- _Prompt_
Each line in the entries below that holds the string "Pinetree" must be copied.
═════ Data for the task
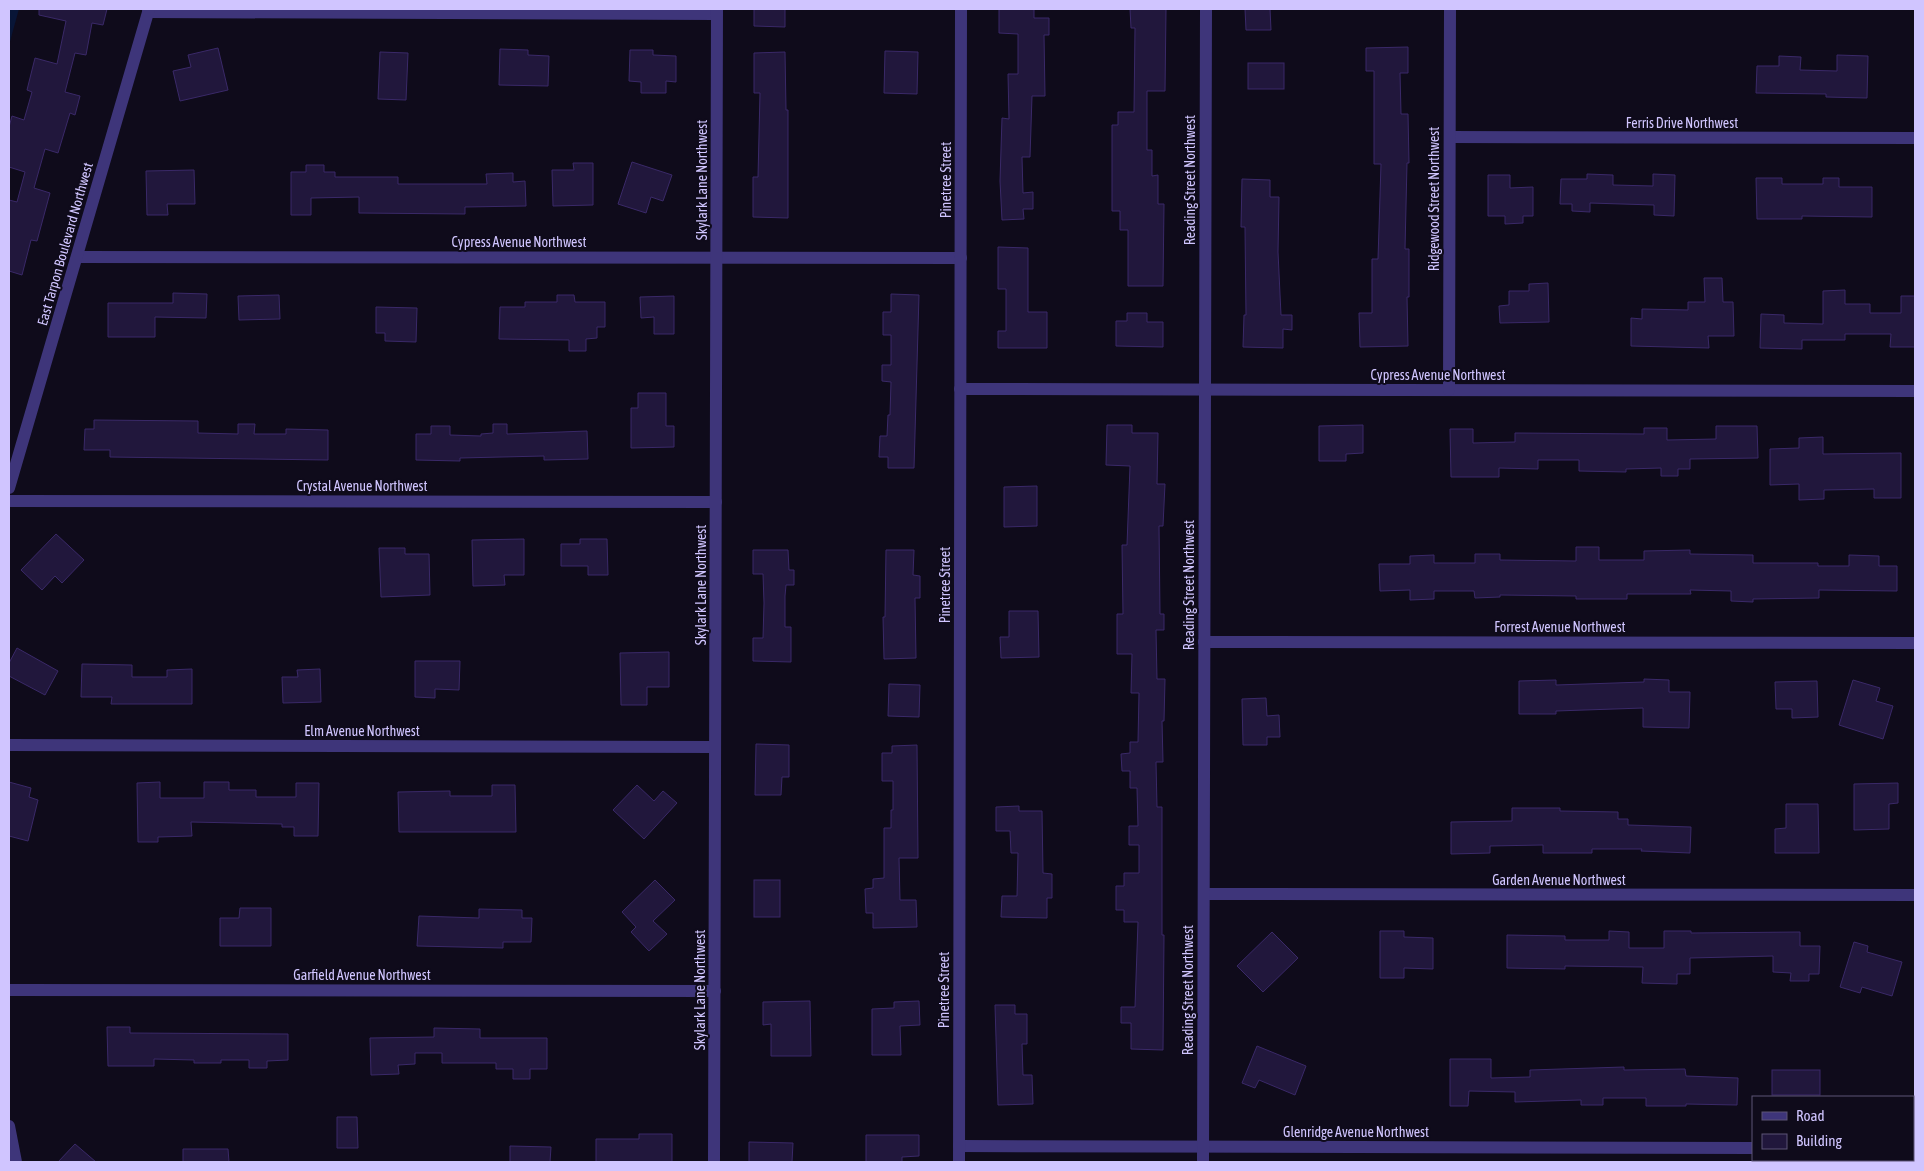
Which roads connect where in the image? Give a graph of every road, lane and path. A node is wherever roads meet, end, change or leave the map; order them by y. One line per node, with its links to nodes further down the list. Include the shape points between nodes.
1 (961, 9): 10 (street, Pinetree Street)
2 (1206, 9): 12 (street, Reading Street Northwest)
3 (1450, 9): 6 (street, Ridgewood Street Northwest)
4 (149, 11): 5 (street); 8 (street, East Tarpon Boulevard Northwest)
5 (717, 11): 9 (street, Skylark Lane Northwest)
6 (1450, 137): 7 (street, Ferris Drive Northwest); 13 (street, Ridgewood Street Northwest)
7 (1915, 138)
8 (77, 257): 9 (street, Cypress Avenue Northwest); 15 (street, East Tarpon Boulevard Northwest)
9 (716, 258): 10 (street, Cypress Avenue Northwest); 17 (street, Skylark Lane Northwest)
10 (961, 258): 11 (street, Pinetree Street)
11 (960, 388): 12 (street, Cypress Avenue Northwest); 27 (street, Pinetree Street)
12 (1205, 389): 13 (street, Cypress Avenue Northwest); 18 (street, Reading Street Northwest)
13 (1449, 390): 14 (street, Cypress Avenue Northwest)
14 (1915, 391)
15 (9, 488)
16 (9, 501): 17 (street, Crystal Avenue Northwest)
17 (716, 502): 21 (street, Skylark Lane Northwest)
18 (1204, 642): 19 (street, Forrest Avenue Northwest); 22 (street, Reading Street Northwest)
19 (1915, 643)
20 (9, 745): 21 (street, Elm Avenue Northwest)
21 (715, 747): 25 (street, Skylark Lane Northwest)
22 (1204, 894): 23 (street, Garden Avenue Northwest); 28 (street, Reading Street Northwest)
23 (1915, 895)
24 (9, 990): 25 (street, Garfield Avenue Northwest)
25 (715, 991): 31 (street, Skylark Lane Northwest)
26 (9, 1126): 30 (street)
27 (958, 1146): 28 (street, Glenridge Avenue Northwest); 32 (street, Pinetree Street)
28 (1203, 1147): 29 (street, Glenridge Avenue Northwest); 33 (street, Reading Street Northwest)
29 (1752, 1148)
30 (16, 1162)
31 (714, 1162)
32 (958, 1162)
33 (1203, 1162)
══════════
- _Task solution_
1 (961, 9): 10 (street, Pinetree Street)
10 (961, 258): 11 (street, Pinetree Street)
11 (960, 388): 12 (street, Cypress Avenue Northwest); 27 (street, Pinetree Street)
27 (958, 1146): 28 (street, Glenridge Avenue Northwest); 32 (street, Pinetree Street)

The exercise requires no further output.